When businesses fail to account for international payment processing times, supplier payments may arrive later than expected.

Late payments can strain supplier relationships, delay production schedules, and impact inventory availability.

This becomes particularly problematic during peak shopping seasons when demand is high.

How to Avoid It

Build payment timelines into procurement and inventory planning.

Using payment providers that offer faster international settlements can also help businesses maintain stronger supplier relationships and avoid unnecessary delays.

5. Managing Multiple Markets From a Single Currency Account

As international sales increase, managing all incoming and outgoing payments through a single currency account can create inefficiencies.

Businesses may be forced to convert currencies repeatedly, increasing exposure to exchange rate costs and reducing financial visibility.

This approach can also make reconciliation more complicated as transaction volumes grow.

How to Avoid It

Consider using multi-currency accounts that allow funds to be held in different currencies.

This provides greater flexibility when collecting international revenue and making overseas payments, while reducing unnecessary currency conversions.

6. Failing to Monitor Payment Costs Regularly

Many businesses review advertising costs, shipping expenses, and operational overheads on a regular basis but rarely assess payment-related costs.

As a result, hidden fees, exchange rate markups, and settlement charges can continue eroding profitability unnoticed.

How to Avoid It

Conduct regular reviews of international payment activity.

Monitor:

  • Foreign exchange costs
  • Transfer fees
  • Settlement times
  • Payment success rates
  • Overall transaction costs

Small improvements in payment efficiency can generate meaningful savings over time.

Best Practices for Managing Cross-Border Payments

As international operations grow, successful e-commerce businesses typically adopt several best practices:

Offer Local Currency Experiences

Allow customers to view prices and complete purchases in familiar currencies whenever possible.

Improve Payment Visibility

Choose solutions that provide clear transaction tracking and reporting across multiple markets.
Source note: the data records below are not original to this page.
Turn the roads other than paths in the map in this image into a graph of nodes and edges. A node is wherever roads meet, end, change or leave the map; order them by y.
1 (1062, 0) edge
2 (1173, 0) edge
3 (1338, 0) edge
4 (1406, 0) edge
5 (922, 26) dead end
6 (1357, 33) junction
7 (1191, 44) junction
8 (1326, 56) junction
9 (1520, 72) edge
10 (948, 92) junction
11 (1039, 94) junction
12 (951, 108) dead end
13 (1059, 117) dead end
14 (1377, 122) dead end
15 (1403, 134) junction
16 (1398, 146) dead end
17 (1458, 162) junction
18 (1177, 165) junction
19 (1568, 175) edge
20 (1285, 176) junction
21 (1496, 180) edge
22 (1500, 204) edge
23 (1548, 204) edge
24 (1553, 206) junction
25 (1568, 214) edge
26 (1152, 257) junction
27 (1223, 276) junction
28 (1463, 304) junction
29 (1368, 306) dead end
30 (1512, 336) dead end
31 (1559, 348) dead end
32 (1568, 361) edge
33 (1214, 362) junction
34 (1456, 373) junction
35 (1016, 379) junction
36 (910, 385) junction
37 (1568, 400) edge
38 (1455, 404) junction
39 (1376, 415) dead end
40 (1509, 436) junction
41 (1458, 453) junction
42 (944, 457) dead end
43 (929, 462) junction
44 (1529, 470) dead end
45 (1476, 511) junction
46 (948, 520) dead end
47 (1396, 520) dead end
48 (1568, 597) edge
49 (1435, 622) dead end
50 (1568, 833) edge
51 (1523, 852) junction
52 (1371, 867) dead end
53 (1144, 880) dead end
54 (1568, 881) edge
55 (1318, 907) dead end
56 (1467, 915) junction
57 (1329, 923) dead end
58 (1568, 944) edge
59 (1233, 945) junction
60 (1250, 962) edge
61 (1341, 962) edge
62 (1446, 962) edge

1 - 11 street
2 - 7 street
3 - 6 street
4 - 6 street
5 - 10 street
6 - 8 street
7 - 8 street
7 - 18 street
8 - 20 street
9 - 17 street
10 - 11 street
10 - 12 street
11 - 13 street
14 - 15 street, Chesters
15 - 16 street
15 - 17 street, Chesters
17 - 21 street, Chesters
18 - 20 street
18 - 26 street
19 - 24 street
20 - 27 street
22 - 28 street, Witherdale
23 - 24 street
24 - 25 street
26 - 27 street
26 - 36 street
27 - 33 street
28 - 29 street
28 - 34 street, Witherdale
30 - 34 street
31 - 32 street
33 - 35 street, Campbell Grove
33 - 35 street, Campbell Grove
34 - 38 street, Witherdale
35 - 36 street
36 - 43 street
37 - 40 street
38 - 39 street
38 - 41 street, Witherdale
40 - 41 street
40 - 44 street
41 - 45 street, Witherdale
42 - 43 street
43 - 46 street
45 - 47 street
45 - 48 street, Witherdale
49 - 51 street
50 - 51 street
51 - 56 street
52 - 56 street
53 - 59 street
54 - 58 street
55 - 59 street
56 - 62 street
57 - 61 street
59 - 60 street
Reduce Unnecessary Currency Conversions

Hold funds in multiple currencies and convert only when necessary.

Diversify Payment Infrastructure

Avoid depending entirely on a single banking relationship for international payment operations.

Prioritize Scalability

Select payment solutions that can support future expansion into additional countries and currencies.

International expansion presents significant opportunities for UK e-commerce businesses, but growth across borders also introduces payment complexities that can affect profitability and customer experience.

Common mistakes such as ignoring foreign exchange costs, relying solely on traditional banking channels, and managing multiple markets through a single currency account can create unnecessary expenses and operational inefficiencies.

The good news is that these challenges are often preventable.

By adopting a more strategic approach to cross-border payments, businesses can reduce costs, improve cash flow, strengthen supplier relationships, and create a smoother experience for international customers.

As international operations grow, it becomes increasingly important to have the right payment infrastructure in place. Solutions that offer features such as multi-currency accounts, international payment capabilities, competitive foreign exchange rates, and greater visibility across transactions can help businesses manage global payments more efficiently while reducing operational complexity.

Platforms like Leatherback are designed to support these needs, enabling businesses to operate across multiple markets from a single platform and spend less time managing payment challenges and more time focusing on growth.

As global commerce continues to evolve, businesses that optimise their payment processes and invest in scalable cross-border payment solutions will be better positioned to expand confidently and compete successfully in international markets.